**Directions**
Copy each line below in which the word "Gajus" occurs.

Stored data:
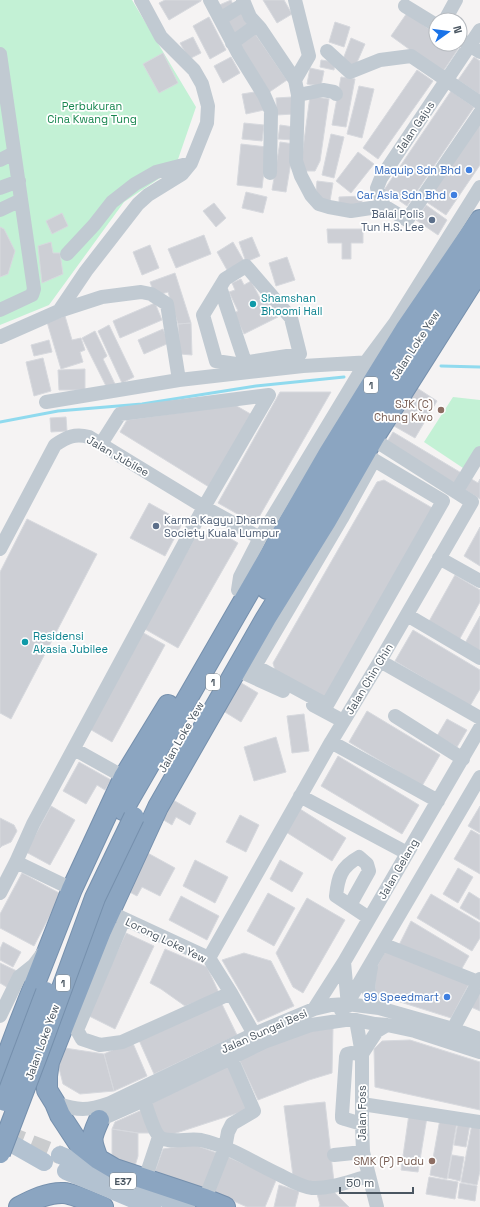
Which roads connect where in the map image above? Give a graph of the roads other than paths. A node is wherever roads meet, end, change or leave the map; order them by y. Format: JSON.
{"nodes":[{"id":1,"x":141,"y":0,"type":"edge"},
{"id":2,"x":210,"y":0,"type":"edge"},
{"id":3,"x":295,"y":0,"type":"edge"},
{"id":4,"x":456,"y":0,"type":"edge"},
{"id":5,"x":244,"y":2,"type":"edge"},
{"id":6,"x":405,"y":6,"type":"dead end"},
{"id":7,"x":449,"y":12,"type":"edge"},
{"id":8,"x":220,"y":19,"type":"junction"},
{"id":9,"x":428,"y":20,"type":"edge"},
{"id":10,"x":257,"y":25,"type":"junction"},
{"id":11,"x":480,"y":30,"type":"edge"},
{"id":12,"x":232,"y":43,"type":"junction"},
{"id":13,"x":470,"y":45,"type":"edge"},
{"id":14,"x":327,"y":51,"type":"dead end"},
{"id":15,"x":0,"y":54,"type":"edge"},
{"id":16,"x":447,"y":79,"type":"junction"},
{"id":17,"x":295,"y":80,"type":"junction"},
{"id":18,"x":336,"y":94,"type":"dead end"},
{"id":19,"x":298,"y":95,"type":"junction"},
{"id":20,"x":480,"y":102,"type":"edge"},
{"id":21,"x":480,"y":113,"type":"edge"},
{"id":22,"x":14,"y":154,"type":"junction"},
{"id":23,"x":0,"y":160,"type":"edge"},
{"id":24,"x":191,"y":163,"type":"junction"},
{"id":25,"x":270,"y":173,"type":"dead end"},
{"id":26,"x":19,"y":181,"type":"junction"},
{"id":27,"x":480,"y":187,"type":"edge"},
{"id":28,"x":0,"y":188,"type":"edge"},
{"id":29,"x":21,"y":200,"type":"junction"},
{"id":30,"x":384,"y":206,"type":"junction"},
{"id":31,"x":0,"y":210,"type":"edge"},
{"id":32,"x":480,"y":220,"type":"edge"},
{"id":33,"x":480,"y":246,"type":"edge"},
{"id":34,"x":67,"y":254,"type":"dead end"},
{"id":35,"x":479,"y":272,"type":"edge"},
{"id":36,"x":220,"y":287,"type":"junction"},
{"id":37,"x":0,"y":310,"type":"edge"},
{"id":38,"x":59,"y":311,"type":"junction"},
{"id":39,"x":0,"y":337,"type":"edge"},
{"id":40,"x":276,"y":357,"type":"junction"},
{"id":41,"x":302,"y":360,"type":"junction"},
{"id":42,"x":245,"y":362,"type":"junction"},
{"id":43,"x":375,"y":362,"type":"junction"},
{"id":44,"x":288,"y":368,"type":"junction"},
{"id":45,"x":179,"y":380,"type":"junction"},
{"id":46,"x":46,"y":402,"type":"dead end"},
{"id":47,"x":373,"y":439,"type":"junction"},
{"id":48,"x":101,"y":444,"type":"junction"},
{"id":49,"x":480,"y":453,"type":"edge"},
{"id":50,"x":456,"y":492,"type":"junction"},
{"id":51,"x":204,"y":507,"type":"junction"},
{"id":52,"x":334,"y":519,"type":"junction"},
{"id":53,"x":1,"y":545,"type":"edge"},
{"id":54,"x":265,"y":547,"type":"junction"},
{"id":55,"x":439,"y":558,"type":"junction"},
{"id":56,"x":301,"y":560,"type":"junction"},
{"id":57,"x":480,"y":581,"type":"edge"},
{"id":58,"x":407,"y":615,"type":"junction"},
{"id":59,"x":480,"y":658,"type":"edge"},
{"id":60,"x":380,"y":661,"type":"junction"},
{"id":61,"x":235,"y":669,"type":"junction"},
{"id":62,"x":395,"y":716,"type":"dead end"},
{"id":63,"x":480,"y":718,"type":"edge"},
{"id":64,"x":343,"y":721,"type":"junction"},
{"id":65,"x":480,"y":728,"type":"edge"},
{"id":66,"x":331,"y":742,"type":"junction"},
{"id":67,"x":74,"y":750,"type":"junction"},
{"id":68,"x":463,"y":759,"type":"junction"},
{"id":69,"x":124,"y":777,"type":"junction"},
{"id":70,"x":480,"y":777,"type":"edge"},
{"id":71,"x":300,"y":796,"type":"junction"},
{"id":72,"x":438,"y":801,"type":"junction"},
{"id":73,"x":129,"y":814,"type":"junction"},
{"id":74,"x":407,"y":854,"type":"junction"},
{"id":75,"x":9,"y":867,"type":"edge"},
{"id":76,"x":72,"y":889,"type":"junction"},
{"id":77,"x":0,"y":893,"type":"edge"},
{"id":78,"x":350,"y":906,"type":"dead end"},
{"id":79,"x":117,"y":916,"type":"junction"},
{"id":80,"x":369,"y":918,"type":"junction"},
{"id":81,"x":51,"y":944,"type":"junction"},
{"id":82,"x":382,"y":944,"type":"junction"},
{"id":83,"x":209,"y":958,"type":"junction"},
{"id":84,"x":373,"y":959,"type":"junction"},
{"id":85,"x":344,"y":962,"type":"junction"},
{"id":86,"x":40,"y":967,"type":"junction"},
{"id":87,"x":479,"y":980,"type":"edge"},
{"id":88,"x":81,"y":981,"type":"junction"},
{"id":89,"x":231,"y":993,"type":"junction"},
{"id":90,"x":347,"y":1004,"type":"junction"},
{"id":91,"x":379,"y":1008,"type":"junction"},
{"id":92,"x":314,"y":1009,"type":"junction"},
{"id":93,"x":1,"y":1010,"type":"edge"},
{"id":94,"x":356,"y":1020,"type":"junction"},
{"id":95,"x":387,"y":1025,"type":"junction"},
{"id":96,"x":303,"y":1028,"type":"junction"},
{"id":97,"x":453,"y":1029,"type":"junction"},
{"id":98,"x":254,"y":1034,"type":"junction"},
{"id":99,"x":480,"y":1039,"type":"edge"},
{"id":100,"x":480,"y":1052,"type":"edge"},
{"id":101,"x":362,"y":1054,"type":"junction"},
{"id":102,"x":231,"y":1058,"type":"junction"},
{"id":103,"x":0,"y":1081,"type":"edge"},
{"id":104,"x":144,"y":1100,"type":"junction"},
{"id":105,"x":56,"y":1104,"type":"junction"},
{"id":106,"x":362,"y":1104,"type":"junction"},
{"id":107,"x":0,"y":1116,"type":"edge"},
{"id":108,"x":99,"y":1120,"type":"joint"},
{"id":109,"x":480,"y":1122,"type":"edge"},
{"id":110,"x":362,"y":1124,"type":"junction"},
{"id":111,"x":159,"y":1137,"type":"junction"},
{"id":112,"x":0,"y":1138,"type":"edge"},
{"id":113,"x":225,"y":1148,"type":"junction"},
{"id":114,"x":363,"y":1152,"type":"junction"},
{"id":115,"x":0,"y":1153,"type":"edge"},
{"id":116,"x":334,"y":1155,"type":"dead end"},
{"id":117,"x":98,"y":1158,"type":"junction"},
{"id":118,"x":53,"y":1161,"type":"junction"},
{"id":119,"x":368,"y":1176,"type":"junction"},
{"id":120,"x":145,"y":1179,"type":"junction"},
{"id":121,"x":205,"y":1199,"type":"junction"},
{"id":122,"x":376,"y":1203,"type":"edge"},
{"id":123,"x":19,"y":1207,"type":"edge"},
{"id":124,"x":103,"y":1207,"type":"edge"},
{"id":125,"x":152,"y":1207,"type":"edge"},
{"id":126,"x":186,"y":1207,"type":"edge"},
{"id":127,"x":225,"y":1207,"type":"edge"}],
"edges":[{"from":1,"to":24,"type":"street"},
{"from":2,"to":8,"type":"street"},
{"from":3,"to":17,"type":"street"},
{"from":4,"to":7,"type":"street"},
{"from":5,"to":8,"type":"street"},
{"from":5,"to":10,"type":"street"},
{"from":6,"to":9,"type":"street"},
{"from":8,"to":12,"type":"street"},
{"from":10,"to":12,"type":"street"},
{"from":10,"to":17,"type":"street"},
{"from":11,"to":13,"type":"street","name":"Jalan Gajus"},
{"from":12,"to":25,"type":"street"},
{"from":13,"to":16,"type":"street","name":"Jalan Gajus"},
{"from":14,"to":16,"type":"street"},
{"from":15,"to":22,"type":"street"},
{"from":16,"to":20,"type":"street"},
{"from":16,"to":30,"type":"street","name":"Jalan Gajus"},
{"from":17,"to":19,"type":"street"},
{"from":18,"to":19,"type":"street"},
{"from":19,"to":30,"type":"street"},
{"from":21,"to":30,"type":"street"},
{"from":22,"to":23,"type":"street"},
{"from":22,"to":26,"type":"street"},
{"from":24,"to":34,"type":"street"},
{"from":24,"to":38,"type":"street"},
{"from":26,"to":28,"type":"street"},
{"from":26,"to":29,"type":"street"},
{"from":27,"to":43,"type":"street"},
{"from":29,"to":31,"type":"street"},
{"from":29,"to":37,"type":"street"},
{"from":32,"to":43,"type":"highway","name":"Jalan Loke Yew","number":"1"},
{"from":33,"to":56,"type":"highway","name":"Jalan Loke Yew","number":"1"},
{"from":35,"to":47,"type":"highway"},
{"from":36,"to":41,"type":"street"},
{"from":36,"to":42,"type":"street"},
{"from":36,"to":42,"type":"street"},
{"from":38,"to":39,"type":"street"},
{"from":38,"to":45,"type":"street"},
{"from":40,"to":41,"type":"street"},
{"from":40,"to":42,"type":"street"},
{"from":40,"to":44,"type":"street"},
{"from":41,"to":43,"type":"street"},
{"from":41,"to":44,"type":"street"},
{"from":43,"to":54,"type":"highway","name":"Jalan Loke Yew","number":"1"},
{"from":44,"to":45,"type":"street"},
{"from":45,"to":46,"type":"street"},
{"from":47,"to":50,"type":"street","name":"Jalan Chin Chin"},
{"from":47,"to":52,"type":"highway"},
{"from":48,"to":51,"type":"street","name":"Jalan Jubilee"},
{"from":48,"to":51,"type":"street"},
{"from":48,"to":53,"type":"street","name":"Jalan Jubilee"},
{"from":49,"to":50,"type":"street"},
{"from":50,"to":55,"type":"street","name":"Jalan Chin Chin"},
{"from":51,"to":54,"type":"street","name":"Jalan Jubilee"},
{"from":51,"to":67,"type":"street"},
{"from":52,"to":56,"type":"highway"},
{"from":52,"to":56,"type":"street"},
{"from":54,"to":69,"type":"highway"},
{"from":54,"to":73,"type":"highway","name":"Jalan Loke Yew","number":"1"},
{"from":55,"to":57,"type":"street"},
{"from":55,"to":58,"type":"street","name":"Jalan Chin Chin"},
{"from":56,"to":61,"type":"highway"},
{"from":56,"to":73,"type":"highway","name":"Jalan Loke Yew","number":"1"},
{"from":58,"to":59,"type":"street"},
{"from":58,"to":60,"type":"street","name":"Jalan Chin Chin"},
{"from":60,"to":63,"type":"street"},
{"from":60,"to":64,"type":"street","name":"Jalan Chin Chin"},
{"from":61,"to":64,"type":"street"},
{"from":61,"to":79,"type":"highway"},
{"from":62,"to":68,"type":"street"},
{"from":64,"to":66,"type":"street","name":"Jalan Chin Chin"},
{"from":65,"to":68,"type":"street","name":"Jalan Gelang"},
{"from":66,"to":71,"type":"street","name":"Jalan Chin Chin"},
{"from":66,"to":72,"type":"street"},
{"from":67,"to":69,"type":"street"},
{"from":67,"to":75,"type":"street"},
{"from":68,"to":72,"type":"street","name":"Jalan Gelang"},
{"from":69,"to":76,"type":"highway"},
{"from":70,"to":82,"type":"street"},
{"from":71,"to":74,"type":"street"},
{"from":71,"to":83,"type":"street","name":"Jalan Chin Chin"},
{"from":72,"to":74,"type":"street","name":"Jalan Gelang"},
{"from":73,"to":107,"type":"highway","name":"Jalan Loke Yew","number":"1","bridge":true},
{"from":73,"to":115,"type":"highway","name":"Jalan Loke Yew","number":"1","bridge":true},
{"from":74,"to":80,"type":"street","name":"Jalan Gelang"},
{"from":75,"to":76,"type":"street"},
{"from":75,"to":77,"type":"street"},
{"from":76,"to":81,"type":"highway"},
{"from":78,"to":80,"type":"street"},
{"from":79,"to":83,"type":"street","name":"Lorong Loke Yew"},
{"from":79,"to":88,"type":"highway"},
{"from":79,"to":89,"type":"street"},
{"from":80,"to":85,"type":"street","name":"Jalan Gelang"},
{"from":81,"to":86,"type":"highway"},
{"from":81,"to":93,"type":"street"},
{"from":82,"to":84,"type":"street"},
{"from":82,"to":87,"type":"street"},
{"from":83,"to":89,"type":"street","name":"Lorong Loke Yew"},
{"from":84,"to":90,"type":"street"},
{"from":84,"to":91,"type":"street"},
{"from":85,"to":90,"type":"street"},
{"from":85,"to":92,"type":"street","name":"Jalan Gelang"},
{"from":86,"to":88,"type":"highway"},
{"from":86,"to":103,"type":"highway"},
{"from":87,"to":97,"type":"street"},
{"from":88,"to":105,"type":"highway"},
{"from":89,"to":98,"type":"street","name":"Lorong Loke Yew"},
{"from":90,"to":91,"type":"street","name":"Jalan Sungai Besi"},
{"from":90,"to":92,"type":"street","name":"Jalan Sungai Besi"},
{"from":90,"to":95,"type":"street"},
{"from":90,"to":96,"type":"street"},
{"from":91,"to":97,"type":"street","name":"Jalan Sungai Besi"},
{"from":92,"to":98,"type":"street","name":"Jalan Sungai Besi"},
{"from":94,"to":95,"type":"street","name":"Jalan Sungai Besi"},
{"from":94,"to":96,"type":"street","name":"Jalan Sungai Besi"},
{"from":94,"to":101,"type":"street","name":"Jalan Foss"},
{"from":95,"to":100,"type":"street","name":"Jalan Sungai Besi"},
{"from":95,"to":101,"type":"street"},
{"from":96,"to":102,"type":"street","name":"Jalan Sungai Besi"},
{"from":97,"to":99,"type":"street","name":"Jalan Sungai Besi"},
{"from":98,"to":105,"type":"street","name":"Jalan Sungai Besi"},
{"from":101,"to":106,"type":"street","name":"Jalan Foss"},
{"from":101,"to":110,"type":"street"},
{"from":102,"to":104,"type":"street","name":"Jalan Sungai Besi"},
{"from":102,"to":113,"type":"street"},
{"from":104,"to":108,"type":"street","name":"Jalan Sungai Besi"},
{"from":104,"to":111,"type":"street"},
{"from":105,"to":117,"type":"highway"},
{"from":106,"to":109,"type":"street"},
{"from":106,"to":110,"type":"street","name":"Jalan Foss"},
{"from":108,"to":117,"type":"highway"},
{"from":110,"to":114,"type":"street","name":"Jalan Foss"},
{"from":111,"to":113,"type":"street"},
{"from":111,"to":120,"type":"street"},
{"from":112,"to":118,"type":"main road"},
{"from":113,"to":119,"type":"street"},
{"from":113,"to":121,"type":"street"},
{"from":114,"to":116,"type":"street"},
{"from":114,"to":119,"type":"street","name":"Jalan Foss"},
{"from":117,"to":120,"type":"highway"},
{"from":118,"to":125,"type":"main road","number":"E37"},
{"from":118,"to":126,"type":"main road","number":"E37"},
{"from":119,"to":122,"type":"street","name":"Jalan Foss"},
{"from":120,"to":121,"type":"highway"},
{"from":121,"to":127,"type":"highway"},
{"from":123,"to":124,"type":"highway"}]}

**Answer to this exercise**
{"from":11,"to":13,"type":"street","name":"Jalan Gajus"},
{"from":13,"to":16,"type":"street","name":"Jalan Gajus"},
{"from":16,"to":30,"type":"street","name":"Jalan Gajus"},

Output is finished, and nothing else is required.